§ PROBLEM TO SOLVE: Find every line below where the string "Tucumán" shows up, and copy those lines.

Saved entries
........

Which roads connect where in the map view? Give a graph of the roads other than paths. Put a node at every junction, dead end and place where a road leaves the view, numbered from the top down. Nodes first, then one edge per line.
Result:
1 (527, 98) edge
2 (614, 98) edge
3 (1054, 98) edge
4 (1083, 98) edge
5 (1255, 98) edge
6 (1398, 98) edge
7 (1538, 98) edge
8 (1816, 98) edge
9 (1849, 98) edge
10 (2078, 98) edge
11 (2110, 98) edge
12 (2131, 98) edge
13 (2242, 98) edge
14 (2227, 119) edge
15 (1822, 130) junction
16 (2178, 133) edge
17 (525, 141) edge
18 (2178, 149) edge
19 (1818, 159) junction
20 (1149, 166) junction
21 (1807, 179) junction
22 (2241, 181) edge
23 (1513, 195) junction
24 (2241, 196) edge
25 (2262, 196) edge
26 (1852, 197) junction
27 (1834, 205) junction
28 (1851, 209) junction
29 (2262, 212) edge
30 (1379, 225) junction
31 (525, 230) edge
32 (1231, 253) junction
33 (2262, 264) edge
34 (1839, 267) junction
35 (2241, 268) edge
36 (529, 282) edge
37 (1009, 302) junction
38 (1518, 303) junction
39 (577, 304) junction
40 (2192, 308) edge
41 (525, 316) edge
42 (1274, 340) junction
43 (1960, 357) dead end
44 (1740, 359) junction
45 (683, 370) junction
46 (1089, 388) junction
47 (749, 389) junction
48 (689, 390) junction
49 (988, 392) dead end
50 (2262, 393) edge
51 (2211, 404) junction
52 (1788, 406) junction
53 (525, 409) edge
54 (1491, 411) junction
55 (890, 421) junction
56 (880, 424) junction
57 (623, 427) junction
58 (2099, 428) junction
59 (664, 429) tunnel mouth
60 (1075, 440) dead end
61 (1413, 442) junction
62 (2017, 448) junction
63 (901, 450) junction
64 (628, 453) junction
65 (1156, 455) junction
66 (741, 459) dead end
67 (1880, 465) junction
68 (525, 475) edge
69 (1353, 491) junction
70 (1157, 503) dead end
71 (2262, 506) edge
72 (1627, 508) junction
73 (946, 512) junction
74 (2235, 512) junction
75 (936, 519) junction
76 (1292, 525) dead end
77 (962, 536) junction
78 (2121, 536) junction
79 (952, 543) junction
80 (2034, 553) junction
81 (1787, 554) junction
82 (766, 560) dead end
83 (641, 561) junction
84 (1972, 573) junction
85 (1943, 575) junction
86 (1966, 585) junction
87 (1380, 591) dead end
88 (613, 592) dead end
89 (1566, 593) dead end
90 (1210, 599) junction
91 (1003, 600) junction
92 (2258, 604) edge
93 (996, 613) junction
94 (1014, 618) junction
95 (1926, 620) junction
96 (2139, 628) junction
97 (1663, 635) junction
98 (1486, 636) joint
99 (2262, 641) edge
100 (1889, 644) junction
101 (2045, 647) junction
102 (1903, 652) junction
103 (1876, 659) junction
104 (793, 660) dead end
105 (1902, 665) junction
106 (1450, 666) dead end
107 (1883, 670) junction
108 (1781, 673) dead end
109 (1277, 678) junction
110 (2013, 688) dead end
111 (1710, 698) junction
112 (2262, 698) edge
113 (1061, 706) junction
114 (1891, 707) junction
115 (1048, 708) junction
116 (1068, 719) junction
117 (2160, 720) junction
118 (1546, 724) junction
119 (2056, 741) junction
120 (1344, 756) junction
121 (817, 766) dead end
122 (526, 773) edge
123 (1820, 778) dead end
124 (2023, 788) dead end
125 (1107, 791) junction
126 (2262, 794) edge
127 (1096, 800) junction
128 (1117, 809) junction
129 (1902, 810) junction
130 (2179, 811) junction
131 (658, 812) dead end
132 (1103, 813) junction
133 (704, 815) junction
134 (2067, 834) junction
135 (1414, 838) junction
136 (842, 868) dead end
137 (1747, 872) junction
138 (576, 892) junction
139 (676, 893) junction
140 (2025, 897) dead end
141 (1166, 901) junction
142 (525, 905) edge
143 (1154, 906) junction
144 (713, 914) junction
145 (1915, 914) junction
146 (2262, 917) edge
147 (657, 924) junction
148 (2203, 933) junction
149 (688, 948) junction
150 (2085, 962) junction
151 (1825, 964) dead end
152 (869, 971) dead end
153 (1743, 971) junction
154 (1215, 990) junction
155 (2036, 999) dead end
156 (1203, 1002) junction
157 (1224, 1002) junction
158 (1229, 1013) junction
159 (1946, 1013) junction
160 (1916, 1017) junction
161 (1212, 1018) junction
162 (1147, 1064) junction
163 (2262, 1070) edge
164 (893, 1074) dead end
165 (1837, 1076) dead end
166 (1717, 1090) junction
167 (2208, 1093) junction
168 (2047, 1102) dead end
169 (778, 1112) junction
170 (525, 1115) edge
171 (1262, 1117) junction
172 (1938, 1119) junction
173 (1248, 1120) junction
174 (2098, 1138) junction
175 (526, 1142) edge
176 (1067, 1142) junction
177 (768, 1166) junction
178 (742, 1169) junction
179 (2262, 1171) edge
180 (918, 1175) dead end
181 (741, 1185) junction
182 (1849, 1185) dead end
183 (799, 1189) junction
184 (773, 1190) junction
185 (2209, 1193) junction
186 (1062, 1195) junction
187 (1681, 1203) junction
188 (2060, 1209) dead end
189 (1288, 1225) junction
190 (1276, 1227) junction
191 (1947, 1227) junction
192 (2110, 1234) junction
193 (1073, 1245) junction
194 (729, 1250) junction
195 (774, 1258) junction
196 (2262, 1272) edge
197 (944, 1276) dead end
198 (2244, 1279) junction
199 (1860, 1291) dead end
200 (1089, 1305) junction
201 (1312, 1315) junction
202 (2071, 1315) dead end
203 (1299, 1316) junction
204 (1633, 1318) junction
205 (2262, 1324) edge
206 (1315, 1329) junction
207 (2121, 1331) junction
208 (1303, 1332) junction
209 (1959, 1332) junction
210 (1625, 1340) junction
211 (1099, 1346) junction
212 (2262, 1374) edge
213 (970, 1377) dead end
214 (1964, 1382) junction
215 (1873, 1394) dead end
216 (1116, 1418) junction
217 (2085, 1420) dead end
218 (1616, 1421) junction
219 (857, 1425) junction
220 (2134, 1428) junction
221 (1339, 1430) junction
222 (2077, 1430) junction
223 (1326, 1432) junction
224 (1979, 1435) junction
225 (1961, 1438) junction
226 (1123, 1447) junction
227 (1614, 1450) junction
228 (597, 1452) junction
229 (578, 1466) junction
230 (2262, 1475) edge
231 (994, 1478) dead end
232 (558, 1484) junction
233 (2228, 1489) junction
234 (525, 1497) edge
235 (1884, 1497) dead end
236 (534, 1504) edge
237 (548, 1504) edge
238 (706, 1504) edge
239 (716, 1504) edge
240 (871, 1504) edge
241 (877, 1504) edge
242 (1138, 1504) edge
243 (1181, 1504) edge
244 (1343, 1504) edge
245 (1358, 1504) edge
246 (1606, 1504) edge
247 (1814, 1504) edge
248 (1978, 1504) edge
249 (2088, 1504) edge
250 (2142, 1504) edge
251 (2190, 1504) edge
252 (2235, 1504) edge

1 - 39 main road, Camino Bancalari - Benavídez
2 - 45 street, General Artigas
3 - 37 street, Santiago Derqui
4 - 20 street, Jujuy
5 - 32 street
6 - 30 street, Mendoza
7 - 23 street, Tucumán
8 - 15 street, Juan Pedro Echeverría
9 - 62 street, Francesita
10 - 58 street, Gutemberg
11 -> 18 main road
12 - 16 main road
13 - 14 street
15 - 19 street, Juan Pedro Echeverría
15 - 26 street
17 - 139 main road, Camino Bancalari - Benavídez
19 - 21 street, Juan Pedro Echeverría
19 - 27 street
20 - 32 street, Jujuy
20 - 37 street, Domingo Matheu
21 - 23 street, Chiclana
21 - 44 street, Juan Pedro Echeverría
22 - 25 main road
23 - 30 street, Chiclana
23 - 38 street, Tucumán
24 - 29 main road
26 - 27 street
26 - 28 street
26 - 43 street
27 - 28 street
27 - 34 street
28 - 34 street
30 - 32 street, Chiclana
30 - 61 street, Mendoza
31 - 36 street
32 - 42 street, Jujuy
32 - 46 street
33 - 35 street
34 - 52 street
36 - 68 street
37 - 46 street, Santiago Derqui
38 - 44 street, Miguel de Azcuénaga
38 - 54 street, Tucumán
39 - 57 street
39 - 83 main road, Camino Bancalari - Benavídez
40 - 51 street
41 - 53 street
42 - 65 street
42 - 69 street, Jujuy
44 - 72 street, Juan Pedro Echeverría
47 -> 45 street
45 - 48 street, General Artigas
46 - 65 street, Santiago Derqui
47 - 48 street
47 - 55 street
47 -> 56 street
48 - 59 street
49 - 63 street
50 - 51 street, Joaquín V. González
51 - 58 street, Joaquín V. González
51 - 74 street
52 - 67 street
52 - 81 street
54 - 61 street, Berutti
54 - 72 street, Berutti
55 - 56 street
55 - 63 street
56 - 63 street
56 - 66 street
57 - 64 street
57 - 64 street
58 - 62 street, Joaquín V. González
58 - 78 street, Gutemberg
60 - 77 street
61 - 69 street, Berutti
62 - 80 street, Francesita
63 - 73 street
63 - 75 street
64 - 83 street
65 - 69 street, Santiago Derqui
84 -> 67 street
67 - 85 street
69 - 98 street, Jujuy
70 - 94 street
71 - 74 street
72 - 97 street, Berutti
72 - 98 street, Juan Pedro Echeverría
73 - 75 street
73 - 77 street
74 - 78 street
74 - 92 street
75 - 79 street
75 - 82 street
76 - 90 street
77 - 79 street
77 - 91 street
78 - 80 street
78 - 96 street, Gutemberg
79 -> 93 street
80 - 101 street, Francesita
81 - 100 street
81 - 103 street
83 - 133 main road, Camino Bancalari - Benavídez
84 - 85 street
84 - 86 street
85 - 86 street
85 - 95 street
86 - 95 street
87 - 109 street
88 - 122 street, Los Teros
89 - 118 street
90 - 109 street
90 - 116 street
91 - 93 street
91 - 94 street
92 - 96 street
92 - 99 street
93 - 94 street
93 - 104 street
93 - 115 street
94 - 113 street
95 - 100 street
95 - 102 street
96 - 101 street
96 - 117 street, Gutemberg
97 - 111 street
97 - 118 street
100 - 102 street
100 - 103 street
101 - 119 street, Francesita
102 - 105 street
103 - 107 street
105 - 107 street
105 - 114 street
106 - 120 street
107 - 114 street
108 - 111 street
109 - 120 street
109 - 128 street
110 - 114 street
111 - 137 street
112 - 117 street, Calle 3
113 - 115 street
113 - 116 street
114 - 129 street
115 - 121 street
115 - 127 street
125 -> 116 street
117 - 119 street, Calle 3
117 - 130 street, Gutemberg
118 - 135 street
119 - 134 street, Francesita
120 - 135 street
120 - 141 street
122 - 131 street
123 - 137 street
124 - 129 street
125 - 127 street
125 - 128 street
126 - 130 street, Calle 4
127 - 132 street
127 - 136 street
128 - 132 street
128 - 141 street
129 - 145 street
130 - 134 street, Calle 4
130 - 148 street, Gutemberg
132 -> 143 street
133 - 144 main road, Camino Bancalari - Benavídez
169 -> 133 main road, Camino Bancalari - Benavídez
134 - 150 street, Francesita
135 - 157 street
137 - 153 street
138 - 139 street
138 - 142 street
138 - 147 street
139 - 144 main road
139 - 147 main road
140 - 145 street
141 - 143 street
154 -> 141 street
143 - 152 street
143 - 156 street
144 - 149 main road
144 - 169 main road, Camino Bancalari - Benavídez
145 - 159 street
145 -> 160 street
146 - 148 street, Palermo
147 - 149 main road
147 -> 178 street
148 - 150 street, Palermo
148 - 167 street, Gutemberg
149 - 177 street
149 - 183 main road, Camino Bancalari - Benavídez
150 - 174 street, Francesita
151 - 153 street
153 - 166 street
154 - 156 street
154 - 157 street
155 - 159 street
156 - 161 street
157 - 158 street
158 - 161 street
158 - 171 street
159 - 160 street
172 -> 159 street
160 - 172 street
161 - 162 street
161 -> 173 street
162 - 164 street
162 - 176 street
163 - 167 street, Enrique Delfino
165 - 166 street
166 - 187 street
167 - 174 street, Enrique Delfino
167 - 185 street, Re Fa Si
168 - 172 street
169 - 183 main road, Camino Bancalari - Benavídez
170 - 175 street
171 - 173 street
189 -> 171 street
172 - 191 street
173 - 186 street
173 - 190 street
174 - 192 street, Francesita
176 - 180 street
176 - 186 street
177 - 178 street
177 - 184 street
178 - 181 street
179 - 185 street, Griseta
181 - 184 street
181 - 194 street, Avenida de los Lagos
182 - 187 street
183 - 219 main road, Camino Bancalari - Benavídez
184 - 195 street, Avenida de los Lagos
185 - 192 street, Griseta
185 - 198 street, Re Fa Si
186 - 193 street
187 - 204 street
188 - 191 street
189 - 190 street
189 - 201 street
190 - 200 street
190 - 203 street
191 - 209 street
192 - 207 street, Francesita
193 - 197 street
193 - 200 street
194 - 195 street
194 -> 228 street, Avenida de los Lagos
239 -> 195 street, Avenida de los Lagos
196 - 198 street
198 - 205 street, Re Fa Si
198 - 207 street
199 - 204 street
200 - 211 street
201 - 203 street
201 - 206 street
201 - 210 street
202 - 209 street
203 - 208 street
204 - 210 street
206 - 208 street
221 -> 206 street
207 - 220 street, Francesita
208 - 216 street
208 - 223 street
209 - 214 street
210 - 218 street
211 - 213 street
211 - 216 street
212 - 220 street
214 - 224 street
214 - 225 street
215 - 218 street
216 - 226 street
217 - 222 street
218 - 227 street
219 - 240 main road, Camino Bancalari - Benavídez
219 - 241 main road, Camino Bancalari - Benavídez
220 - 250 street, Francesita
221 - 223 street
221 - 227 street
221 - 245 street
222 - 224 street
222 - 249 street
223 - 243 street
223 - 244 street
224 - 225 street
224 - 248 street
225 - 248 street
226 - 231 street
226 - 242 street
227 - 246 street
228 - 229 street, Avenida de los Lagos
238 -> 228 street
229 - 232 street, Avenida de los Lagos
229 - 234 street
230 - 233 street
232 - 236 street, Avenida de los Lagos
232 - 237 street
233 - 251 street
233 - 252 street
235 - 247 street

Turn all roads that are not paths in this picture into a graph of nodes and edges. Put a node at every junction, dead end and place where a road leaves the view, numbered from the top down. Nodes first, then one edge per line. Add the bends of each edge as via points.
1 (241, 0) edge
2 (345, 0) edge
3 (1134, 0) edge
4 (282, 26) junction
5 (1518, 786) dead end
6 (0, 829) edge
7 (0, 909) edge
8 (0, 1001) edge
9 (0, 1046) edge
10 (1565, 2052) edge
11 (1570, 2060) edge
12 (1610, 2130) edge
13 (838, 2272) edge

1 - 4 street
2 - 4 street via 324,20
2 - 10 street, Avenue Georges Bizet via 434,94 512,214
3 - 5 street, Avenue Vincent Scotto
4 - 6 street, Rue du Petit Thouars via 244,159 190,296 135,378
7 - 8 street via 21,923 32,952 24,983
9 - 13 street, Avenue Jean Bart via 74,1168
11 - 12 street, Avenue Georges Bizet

........

§ REPLY:
7 - 23 street, Tucumán
23 - 38 street, Tucumán
38 - 54 street, Tucumán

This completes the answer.